El palto es uno de los árboles frutales preferidos para cultivar en patios y jardines gracias a su resistencia y a la posibilidad de cosechar paltas en casa. Si bien no requiere cuidados demasiado complejos, existen algunos trucos sencillos que pueden ayudar a proteger los frutos y favorecer un mejor desarrollo de la planta.
Uno de los métodos más utilizados por quienes cultivan árboles frutales consiste en colgar cintas reflectantes entre las ramas. Aunque a simple vista pueda parecer una solución improvisada, se trata de un recurso ampliamente empleado para mantener alejadas a las aves sin causarles ningún daño.

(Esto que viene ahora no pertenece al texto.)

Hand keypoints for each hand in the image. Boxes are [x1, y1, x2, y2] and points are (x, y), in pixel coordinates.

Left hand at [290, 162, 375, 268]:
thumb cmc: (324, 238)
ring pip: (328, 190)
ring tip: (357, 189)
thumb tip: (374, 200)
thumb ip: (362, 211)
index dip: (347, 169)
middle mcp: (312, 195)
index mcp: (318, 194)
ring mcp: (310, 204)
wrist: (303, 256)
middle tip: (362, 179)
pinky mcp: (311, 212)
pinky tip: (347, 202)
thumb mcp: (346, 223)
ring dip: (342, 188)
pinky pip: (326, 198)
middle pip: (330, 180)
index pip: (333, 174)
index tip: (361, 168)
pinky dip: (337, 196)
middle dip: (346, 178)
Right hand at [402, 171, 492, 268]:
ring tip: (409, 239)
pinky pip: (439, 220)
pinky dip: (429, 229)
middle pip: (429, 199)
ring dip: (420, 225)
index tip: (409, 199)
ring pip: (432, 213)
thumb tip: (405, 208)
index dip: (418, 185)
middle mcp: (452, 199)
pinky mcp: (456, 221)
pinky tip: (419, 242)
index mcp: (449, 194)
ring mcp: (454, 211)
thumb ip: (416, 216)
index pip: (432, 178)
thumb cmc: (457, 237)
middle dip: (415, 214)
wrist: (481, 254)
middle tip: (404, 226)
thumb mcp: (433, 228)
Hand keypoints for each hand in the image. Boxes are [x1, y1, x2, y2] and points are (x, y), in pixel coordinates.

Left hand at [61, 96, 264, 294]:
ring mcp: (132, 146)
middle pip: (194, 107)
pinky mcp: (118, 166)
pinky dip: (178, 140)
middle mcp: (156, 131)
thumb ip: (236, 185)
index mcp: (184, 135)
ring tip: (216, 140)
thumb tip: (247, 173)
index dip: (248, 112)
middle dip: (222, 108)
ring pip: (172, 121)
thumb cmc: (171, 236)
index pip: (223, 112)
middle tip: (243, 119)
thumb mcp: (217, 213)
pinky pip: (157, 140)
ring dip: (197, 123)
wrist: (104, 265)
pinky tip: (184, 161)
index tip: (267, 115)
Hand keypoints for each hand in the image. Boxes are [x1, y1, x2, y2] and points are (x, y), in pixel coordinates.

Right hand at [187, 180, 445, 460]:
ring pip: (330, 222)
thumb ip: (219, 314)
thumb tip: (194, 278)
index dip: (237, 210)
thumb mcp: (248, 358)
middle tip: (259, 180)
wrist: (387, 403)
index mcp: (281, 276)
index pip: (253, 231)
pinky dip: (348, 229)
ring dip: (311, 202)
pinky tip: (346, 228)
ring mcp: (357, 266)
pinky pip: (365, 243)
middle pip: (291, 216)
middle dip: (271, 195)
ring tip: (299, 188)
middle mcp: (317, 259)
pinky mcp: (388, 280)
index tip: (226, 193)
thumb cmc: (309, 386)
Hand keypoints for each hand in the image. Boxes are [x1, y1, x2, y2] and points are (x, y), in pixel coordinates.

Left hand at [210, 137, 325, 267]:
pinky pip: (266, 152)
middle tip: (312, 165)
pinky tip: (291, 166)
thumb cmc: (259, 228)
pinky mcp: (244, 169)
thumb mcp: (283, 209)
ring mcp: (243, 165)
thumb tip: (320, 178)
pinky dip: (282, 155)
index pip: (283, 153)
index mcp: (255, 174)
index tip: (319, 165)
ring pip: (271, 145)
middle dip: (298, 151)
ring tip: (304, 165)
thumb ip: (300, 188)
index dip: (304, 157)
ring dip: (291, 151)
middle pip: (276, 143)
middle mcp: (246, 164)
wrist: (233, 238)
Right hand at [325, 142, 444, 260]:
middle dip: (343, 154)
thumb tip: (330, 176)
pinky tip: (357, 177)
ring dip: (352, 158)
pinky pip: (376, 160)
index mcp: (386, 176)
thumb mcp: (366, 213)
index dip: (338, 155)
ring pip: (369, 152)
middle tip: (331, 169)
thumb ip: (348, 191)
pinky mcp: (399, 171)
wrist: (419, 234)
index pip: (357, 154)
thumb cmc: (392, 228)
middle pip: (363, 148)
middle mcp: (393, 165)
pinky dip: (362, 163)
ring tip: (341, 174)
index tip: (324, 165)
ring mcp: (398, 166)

Cómo benefician al árbol de palta las cintas reflectantes
El funcionamiento es muy simple. Cuando el viento mueve las cintas, estas reflejan la luz del sol y producen destellos constantes que resultan incómodos para muchas especies de pájaros. Como consecuencia, las aves suelen evitar posarse sobre el árbol y disminuyen las probabilidades de que picoteen los frutos o dañen los brotes más tiernos.

Además de proteger las paltas cuando comienzan a madurar, las cintas reflectantes también ayudan a cuidar otras partes importantes del árbol durante distintas etapas de crecimiento. Entre sus principales beneficios se encuentran:
- Reducir los daños provocados por aves sobre los frutos.
- Proteger flores y brotes jóvenes durante la floración.
- Evitar que algunas especies construyan nidos entre las ramas.
- Disminuir la pérdida de producción cerca de la cosecha.
Este método resulta especialmente útil en jardines donde suele haber palomas, cotorras, zorzales u otras aves que encuentran en el palto un lugar ideal para alimentarse o descansar. Para obtener mejores resultados, se recomienda utilizar cintas metalizadas o plateadas, ya que reflejan con mayor intensidad la luz solar.
Lo ideal es cortar tiras de entre 30 y 60 centímetros de largo y atarlas en diferentes sectores de la copa del árbol, principalmente en las ramas exteriores, donde el movimiento generado por el viento será más visible.
También es aconsejable cambiar la ubicación de las cintas cada dos o tres semanas. De esta manera se evita que las aves se acostumbren a su presencia y pierdan efectividad con el paso del tiempo. Las cintas reflectantes pueden utilizarse durante todo el año, aunque su mayor utilidad aparece cuando el árbol comienza a florecer o cuando los frutos están creciendo y próximos a madurar.
Durante el invierno también representan una buena alternativa si el palto conserva frutos, si en la zona abundan las aves o como medida preventiva antes de la llegada de la primavera. Se trata de un método económico, fácil de implementar y respetuoso con el ambiente, ya que permite proteger el árbol sin recurrir a productos químicos ni sistemas que puedan lastimar a la fauna.